How many lines in this data contain the string "nodes"? Reply with the number only.

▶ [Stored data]
┌────────

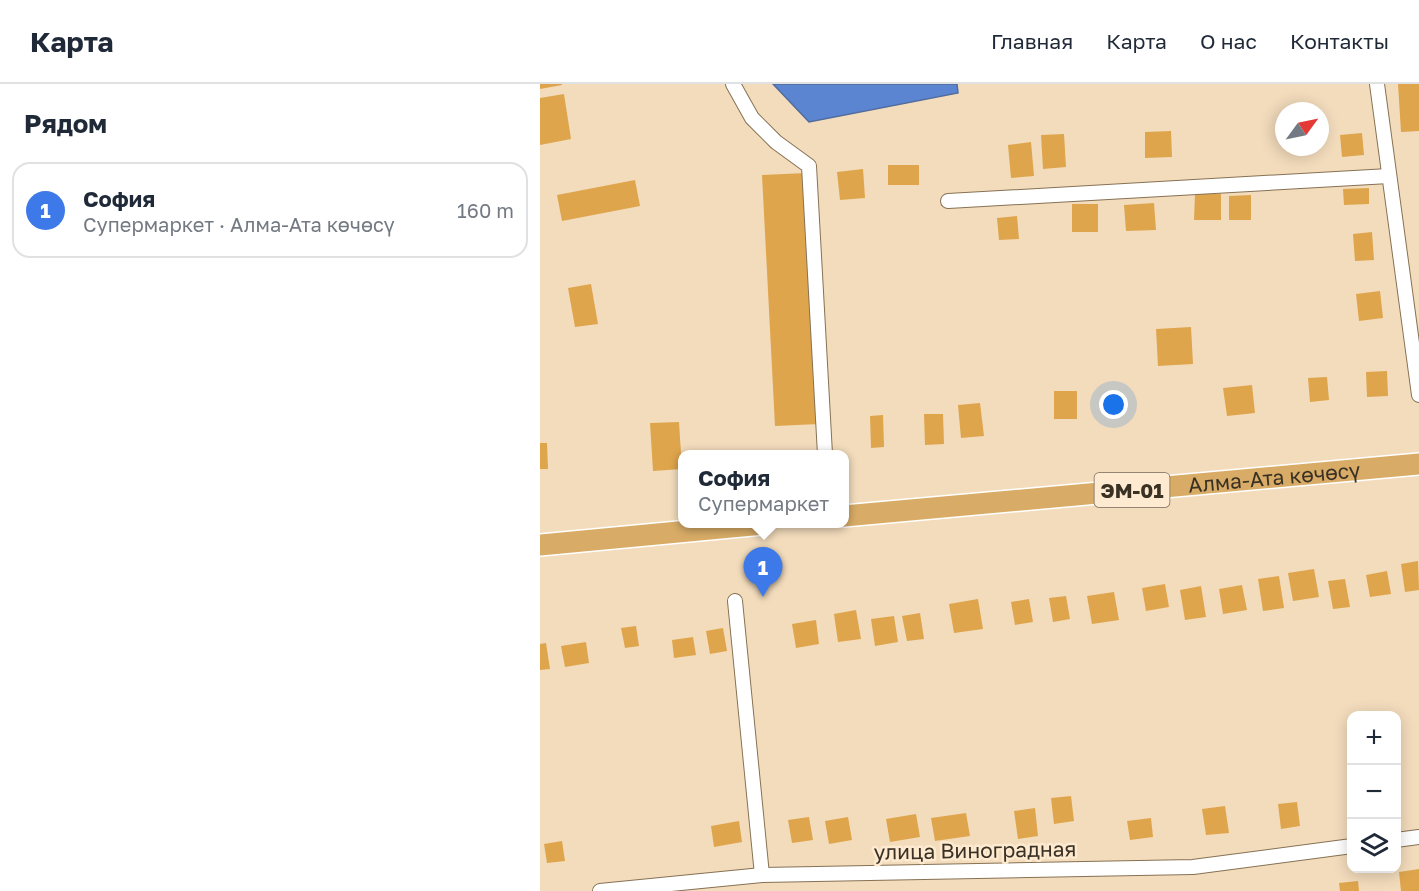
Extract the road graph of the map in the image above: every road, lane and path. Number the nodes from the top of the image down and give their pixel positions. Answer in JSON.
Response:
{"nodes":[{"id":1,"x":733,"y":84,"type":"edge"},
{"id":2,"x":1377,"y":84,"type":"edge"},
{"id":3,"x":1389,"y":176,"type":"junction"},
{"id":4,"x":948,"y":201,"type":"dead end"},
{"id":5,"x":1419,"y":395,"type":"edge"},
{"id":6,"x":825,"y":450,"type":"edge"},
{"id":7,"x":1419,"y":464,"type":"edge"},
{"id":8,"x":849,"y":516,"type":"edge"},
{"id":9,"x":721,"y":528,"type":"edge"},
{"id":10,"x":540,"y":545,"type":"edge"},
{"id":11,"x":735,"y":601,"type":"dead end"},
{"id":12,"x":1419,"y":837,"type":"edge"},
{"id":13,"x":1401,"y":839,"type":"edge"},
{"id":14,"x":1347,"y":847,"type":"edge"},
{"id":15,"x":762,"y":875,"type":"junction"},
{"id":16,"x":600,"y":891,"type":"edge"}],
"edges":[{"from":1,"to":6,"type":"street"},
{"from":2,"to":3,"type":"street"},
{"from":3,"to":4,"type":"street"},
{"from":3,"to":5,"type":"street"},
{"from":7,"to":8,"type":"highway","name":"Алма-Ата көчөсү","number":"ЭМ-01"},
{"from":9,"to":10,"type":"highway"},
{"from":11,"to":15,"type":"street"},
{"from":12,"to":13,"type":"street"},
{"from":14,"to":15,"type":"street","name":"улица Виноградная"},
{"from":15,"to":16,"type":"street","name":"улица Виноградная"}]}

└────────

▶ [Solved problem] 2